Exercise brief: Without including the images, transcribe each record precisely as it appears below.

(Collected data)

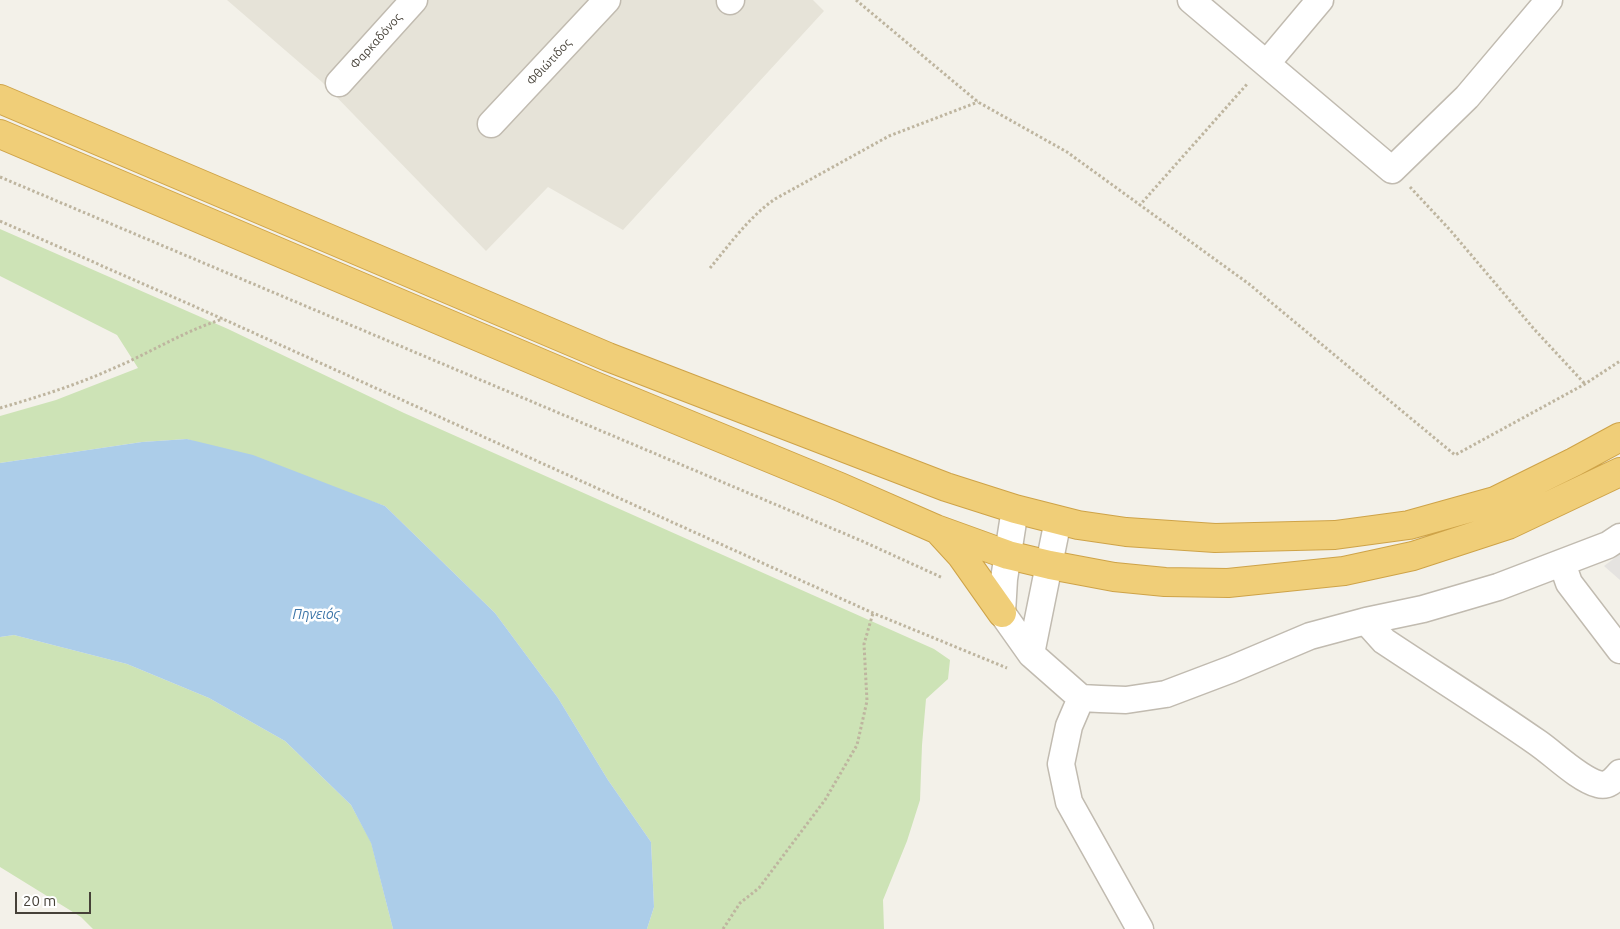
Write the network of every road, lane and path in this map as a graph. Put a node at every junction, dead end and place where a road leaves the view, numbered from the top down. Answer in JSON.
{"nodes":[{"id":1,"x":414,"y":0,"type":"edge"},
{"id":2,"x":607,"y":0,"type":"edge"},
{"id":3,"x":856,"y":0,"type":"edge"},
{"id":4,"x":1191,"y":0,"type":"edge"},
{"id":5,"x":1320,"y":0,"type":"edge"},
{"id":6,"x":1549,"y":0,"type":"edge"},
{"id":7,"x":1267,"y":63,"type":"junction"},
{"id":8,"x":339,"y":82,"type":"dead end"},
{"id":9,"x":0,"y":99,"type":"edge"},
{"id":10,"x":978,"y":102,"type":"junction"},
{"id":11,"x":491,"y":124,"type":"dead end"},
{"id":12,"x":0,"y":134,"type":"edge"},
{"id":13,"x":1392,"y":170,"type":"junction"},
{"id":14,"x":0,"y":177,"type":"edge"},
{"id":15,"x":1139,"y":206,"type":"junction"},
{"id":16,"x":0,"y":221,"type":"edge"},
{"id":17,"x":710,"y":268,"type":"dead end"},
{"id":18,"x":223,"y":319,"type":"junction"},
{"id":19,"x":1620,"y":360,"type":"edge"},
{"id":20,"x":1586,"y":384,"type":"junction"},
{"id":21,"x":0,"y":408,"type":"edge"},
{"id":22,"x":1620,"y":437,"type":"edge"},
{"id":23,"x":1620,"y":472,"type":"edge"},
{"id":24,"x":1015,"y":509,"type":"junction"},
{"id":25,"x":1058,"y":520,"type":"junction"},
{"id":26,"x":936,"y":528,"type":"junction"},
{"id":27,"x":1616,"y":545,"type":"edge"},
{"id":28,"x":1008,"y":555,"type":"junction"},
{"id":29,"x":1562,"y":563,"type":"junction"},
{"id":30,"x":1050,"y":565,"type":"junction"},
{"id":31,"x":976,"y":576,"type":"junction"},
{"id":32,"x":873,"y":613,"type":"junction"},
{"id":33,"x":1002,"y":613,"type":"junction"},
{"id":34,"x":1366,"y":621,"type":"junction"},
{"id":35,"x":1620,"y":650,"type":"edge"},
{"id":36,"x":1031,"y":654,"type":"junction"},
{"id":37,"x":1009,"y":668,"type":"dead end"},
{"id":38,"x":1081,"y":698,"type":"junction"},
{"id":39,"x":1620,"y":773,"type":"edge"},
{"id":40,"x":723,"y":929,"type":"edge"},
{"id":41,"x":1140,"y":929,"type":"edge"}],
"edges":[{"from":1,"to":8,"type":"street","name":"Φαρκαδόνος"},
{"from":2,"to":11,"type":"street","name":"Φθιώτιδος"},
{"from":3,"to":10,"type":"path"},
{"from":4,"to":7,"type":"street"},
{"from":5,"to":7,"type":"street"},
{"from":6,"to":13,"type":"street"},
{"from":7,"to":13,"type":"street"},
{"from":7,"to":15,"type":"path"},
{"from":9,"to":24,"type":"highway"},
{"from":10,"to":15,"type":"path"},
{"from":10,"to":17,"type":"path"},
{"from":12,"to":26,"type":"highway"},
{"from":13,"to":20,"type":"path"},
{"from":14,"to":31,"type":"path"},
{"from":15,"to":20,"type":"path"},
{"from":16,"to":18,"type":"path"},
{"from":18,"to":21,"type":"path"},
{"from":18,"to":32,"type":"path"},
{"from":19,"to":20,"type":"path"},
{"from":22,"to":25,"type":"highway"},
{"from":23,"to":30,"type":"highway"},
{"from":24,"to":25,"type":"highway"},
{"from":24,"to":28,"type":"street"},
{"from":25,"to":30,"type":"street"},
{"from":26,"to":28,"type":"highway"},
{"from":26,"to":31,"type":"highway"},
{"from":27,"to":29,"type":"street"},
{"from":28,"to":30,"type":"highway"},
{"from":28,"to":33,"type":"street"},
{"from":29,"to":34,"type":"street"},
{"from":29,"to":35,"type":"street"},
{"from":30,"to":36,"type":"street"},
{"from":31,"to":33,"type":"highway"},
{"from":32,"to":37,"type":"path"},
{"from":32,"to":40,"type":"path"},
{"from":33,"to":36,"type":"street"},
{"from":34,"to":38,"type":"street"},
{"from":34,"to":39,"type":"street"},
{"from":36,"to":38,"type":"street"},
{"from":38,"to":41,"type":"street"}]}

Reply:
Write the network of every road, lane and path in this map as a graph. Put a node at every junction, dead end and place where a road leaves the view, numbered from the top down. Answer in JSON.
{"nodes":[{"id":1,"x":414,"y":0,"type":"edge"},
{"id":2,"x":607,"y":0,"type":"edge"},
{"id":3,"x":856,"y":0,"type":"edge"},
{"id":4,"x":1191,"y":0,"type":"edge"},
{"id":5,"x":1320,"y":0,"type":"edge"},
{"id":6,"x":1549,"y":0,"type":"edge"},
{"id":7,"x":1267,"y":63,"type":"junction"},
{"id":8,"x":339,"y":82,"type":"dead end"},
{"id":9,"x":0,"y":99,"type":"edge"},
{"id":10,"x":978,"y":102,"type":"junction"},
{"id":11,"x":491,"y":124,"type":"dead end"},
{"id":12,"x":0,"y":134,"type":"edge"},
{"id":13,"x":1392,"y":170,"type":"junction"},
{"id":14,"x":0,"y":177,"type":"edge"},
{"id":15,"x":1139,"y":206,"type":"junction"},
{"id":16,"x":0,"y":221,"type":"edge"},
{"id":17,"x":710,"y":268,"type":"dead end"},
{"id":18,"x":223,"y":319,"type":"junction"},
{"id":19,"x":1620,"y":360,"type":"edge"},
{"id":20,"x":1586,"y":384,"type":"junction"},
{"id":21,"x":0,"y":408,"type":"edge"},
{"id":22,"x":1620,"y":437,"type":"edge"},
{"id":23,"x":1620,"y":472,"type":"edge"},
{"id":24,"x":1015,"y":509,"type":"junction"},
{"id":25,"x":1058,"y":520,"type":"junction"},
{"id":26,"x":936,"y":528,"type":"junction"},
{"id":27,"x":1616,"y":545,"type":"edge"},
{"id":28,"x":1008,"y":555,"type":"junction"},
{"id":29,"x":1562,"y":563,"type":"junction"},
{"id":30,"x":1050,"y":565,"type":"junction"},
{"id":31,"x":976,"y":576,"type":"junction"},
{"id":32,"x":873,"y":613,"type":"junction"},
{"id":33,"x":1002,"y":613,"type":"junction"},
{"id":34,"x":1366,"y":621,"type":"junction"},
{"id":35,"x":1620,"y":650,"type":"edge"},
{"id":36,"x":1031,"y":654,"type":"junction"},
{"id":37,"x":1009,"y":668,"type":"dead end"},
{"id":38,"x":1081,"y":698,"type":"junction"},
{"id":39,"x":1620,"y":773,"type":"edge"},
{"id":40,"x":723,"y":929,"type":"edge"},
{"id":41,"x":1140,"y":929,"type":"edge"}],
"edges":[{"from":1,"to":8,"type":"street","name":"Φαρκαδόνος"},
{"from":2,"to":11,"type":"street","name":"Φθιώτιδος"},
{"from":3,"to":10,"type":"path"},
{"from":4,"to":7,"type":"street"},
{"from":5,"to":7,"type":"street"},
{"from":6,"to":13,"type":"street"},
{"from":7,"to":13,"type":"street"},
{"from":7,"to":15,"type":"path"},
{"from":9,"to":24,"type":"highway"},
{"from":10,"to":15,"type":"path"},
{"from":10,"to":17,"type":"path"},
{"from":12,"to":26,"type":"highway"},
{"from":13,"to":20,"type":"path"},
{"from":14,"to":31,"type":"path"},
{"from":15,"to":20,"type":"path"},
{"from":16,"to":18,"type":"path"},
{"from":18,"to":21,"type":"path"},
{"from":18,"to":32,"type":"path"},
{"from":19,"to":20,"type":"path"},
{"from":22,"to":25,"type":"highway"},
{"from":23,"to":30,"type":"highway"},
{"from":24,"to":25,"type":"highway"},
{"from":24,"to":28,"type":"street"},
{"from":25,"to":30,"type":"street"},
{"from":26,"to":28,"type":"highway"},
{"from":26,"to":31,"type":"highway"},
{"from":27,"to":29,"type":"street"},
{"from":28,"to":30,"type":"highway"},
{"from":28,"to":33,"type":"street"},
{"from":29,"to":34,"type":"street"},
{"from":29,"to":35,"type":"street"},
{"from":30,"to":36,"type":"street"},
{"from":31,"to":33,"type":"highway"},
{"from":32,"to":37,"type":"path"},
{"from":32,"to":40,"type":"path"},
{"from":33,"to":36,"type":"street"},
{"from":34,"to":38,"type":"street"},
{"from":34,"to":39,"type":"street"},
{"from":36,"to":38,"type":"street"},
{"from":38,"to":41,"type":"street"}]}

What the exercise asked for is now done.